Thursday, February 21, 2008


XOCHITL SOUP

(pronounced sochil)

That is a picture of Caldo de Xochitl I made today. A fair warning about me. I'm one of those cooks that never measures a thing. I just do everything to taste.

The thing I like about this soup is that you do not cook the vegetables. You cut them up and throw them all in right before you serve the soup. It's so fresh tasting ; it's my favorite!

Makes 8 cups, serving 6 to 8

3 quarts rich chicken broth. (I like to use one whole chicken and boil it until the meat falls off the bones. A little garlic, onion and salt is really all you need. You can make a stock with carrots and celery too but take them out so you just use the broth and chicken for the soup.)

1 large head of garlic, unpeeled

2 fresh jalapeƱo chiles, stemmed

1 medium white onion, cut into 1/4-inch dice

2 large ripe tomatoes, cored, seeded and cut into 1/4-inch dice

Salt, about 1 1/2 teaspoons depending on the saltiness of the broth

3/4 cup loosely packed chopped cilantro

About 1 cup coarsely shredded cooked chicken (optional)

2 ripe avocados, peeled, pitted and cut into 1/2-inch dice

2 peeled and diced up cucumbers



1 lime, cut into 6 to 8 wedges... Limes are set out in the table and people can just use them if they want to.

You can add a little rice to this if you want.

An important note! I often do not add the chilies. I enjoy this soup without them.

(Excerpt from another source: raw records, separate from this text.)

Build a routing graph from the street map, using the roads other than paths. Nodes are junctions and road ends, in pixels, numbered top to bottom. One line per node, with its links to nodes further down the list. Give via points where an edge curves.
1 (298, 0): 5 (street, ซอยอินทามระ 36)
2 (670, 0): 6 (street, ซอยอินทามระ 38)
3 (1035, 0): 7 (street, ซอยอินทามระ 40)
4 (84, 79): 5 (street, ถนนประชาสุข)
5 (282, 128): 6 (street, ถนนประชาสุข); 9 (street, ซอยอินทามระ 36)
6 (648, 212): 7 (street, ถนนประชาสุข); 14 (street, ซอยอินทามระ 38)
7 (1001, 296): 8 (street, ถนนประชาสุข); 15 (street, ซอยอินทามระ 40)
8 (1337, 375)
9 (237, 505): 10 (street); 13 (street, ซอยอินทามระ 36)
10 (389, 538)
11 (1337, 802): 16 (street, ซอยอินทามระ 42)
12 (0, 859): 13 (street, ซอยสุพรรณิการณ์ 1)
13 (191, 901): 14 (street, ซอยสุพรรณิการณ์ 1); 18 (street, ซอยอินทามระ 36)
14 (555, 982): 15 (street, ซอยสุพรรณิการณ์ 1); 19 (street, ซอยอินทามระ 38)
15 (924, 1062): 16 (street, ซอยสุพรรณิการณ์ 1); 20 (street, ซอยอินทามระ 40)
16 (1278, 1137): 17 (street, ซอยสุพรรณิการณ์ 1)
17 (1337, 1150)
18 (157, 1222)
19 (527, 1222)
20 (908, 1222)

De bone the chicken, cut it up in small pieces and add it to the broth. Add the fresh uncooked veggies in each individual bowl.

3 comments:

sondra salazar said...

This is so great! We will take this to the church and get them excited and get support for this going. Love the food pictures!

Fnarf said...

You don't add the chiles? What are you, some kind of crazy person? Come on, add the chiles! You have to! That's where the flavor is!

Mary Jo said...

You have to ask if I'm some kind of crazy person? This you do not know by now! Are you slow?